Her favourite programmes were Dixon of Dock Green (winner of NVALA's Best Family Viewing Award in 1967),[135] Neighbours, and coverage of snooker.[7][136] She had privately expressed gratitude to Dennis Potter and the BBC for his television play Where Adam Stood in 1976.[137]
In 1984 the NVALA gave an award to Antony Jay and Jonathan Lynn, writers of the situation comedy Yes Minister and Thatcher, who had declared the show her favourite programme, presented the award. Whitehouse sat laughing next to Thatcher as the Prime Minister acted out a sketch, written principally by her press secretary, Bernard Ingham, alongside a reluctant Paul Eddington and Nigel Hawthorne, the lead actors in the programme.

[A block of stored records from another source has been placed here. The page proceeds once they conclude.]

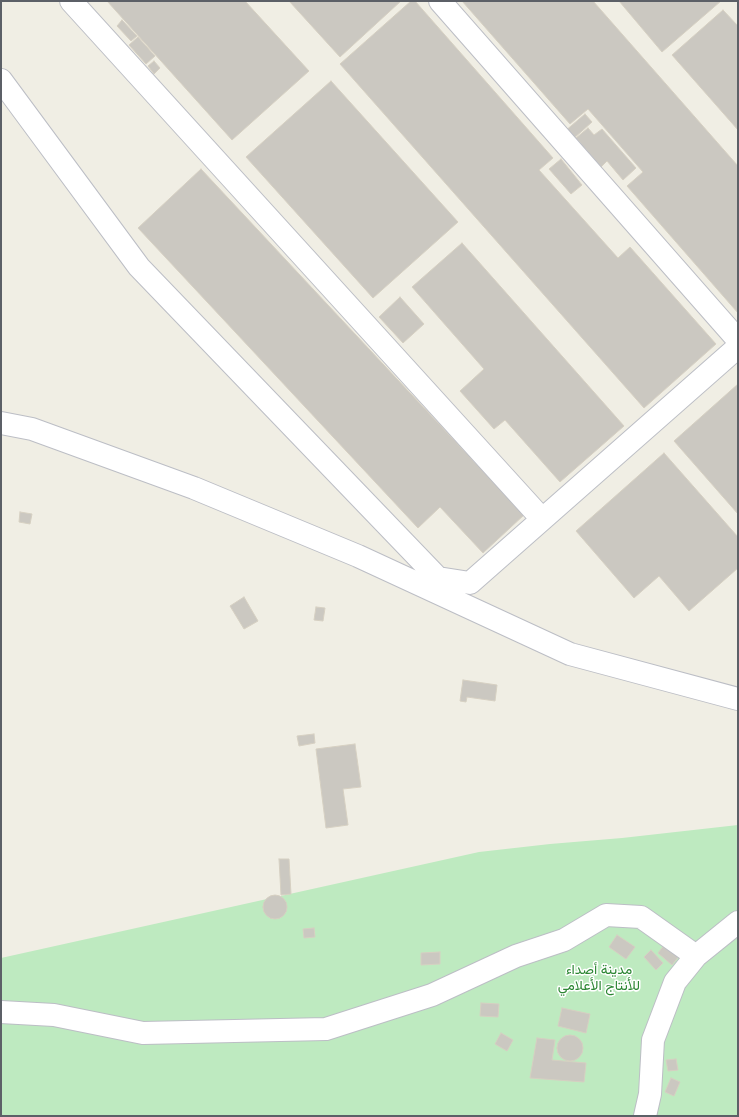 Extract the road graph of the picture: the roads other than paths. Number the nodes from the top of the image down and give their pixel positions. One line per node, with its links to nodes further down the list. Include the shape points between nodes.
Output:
1 (71, 1): 7 (street)
2 (440, 1): 4 (street)
3 (1, 80): 7 (street, via 138,267 438,578 470,582)
4 (738, 340)
5 (738, 347): 7 (street)
6 (1, 423): 8 (street, via 32,429 194,488 358,556 570,654)
7 (542, 519)
8 (738, 699)
9 (738, 922): 10 (street)
10 (696, 956): 11 (street, via 641,917 606,915 564,940 516,956 432,995 326,1029 143,1033 54,1015); 12 (street, via 675,982 653,1040 650,1094)
11 (1, 1012)
12 (645, 1116)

In accepting the award, Lynn thanked Whitehouse and the NVALA and congratulated Thatcher for "taking her rightful place in the world of situation comedy".[138]
In 1989 a sketch comedy show began on BBC Radio 1 called The Mary Whitehouse Experience, starring alternative comedians David Baddiel, Rob Newman, Steve Punt and Hugh Dennis. The title was an oblique reference to Whitehouse's campaigning against her perception of declining values on TV and radio, although she was rarely satirised directly. The show later transferred to television and made household names of its four protagonists.[139]
In 2017, in episode 15 of Endeavour, "Canticle",[140] the character Mrs Pettibon is loosely based on Mary Whitehouse.
The two-part BBC Two documentary Banned! The Mary Whitehouse Story, shown in March and April 2022, looks back on Whitehouse's life. It features contributions from Gyles Brandreth, Michael Grade, Beatrix Campbell, Ken Loach, Peter Bradshaw, Ben Thompson, Peter Tatchell and David Sullivan.[141]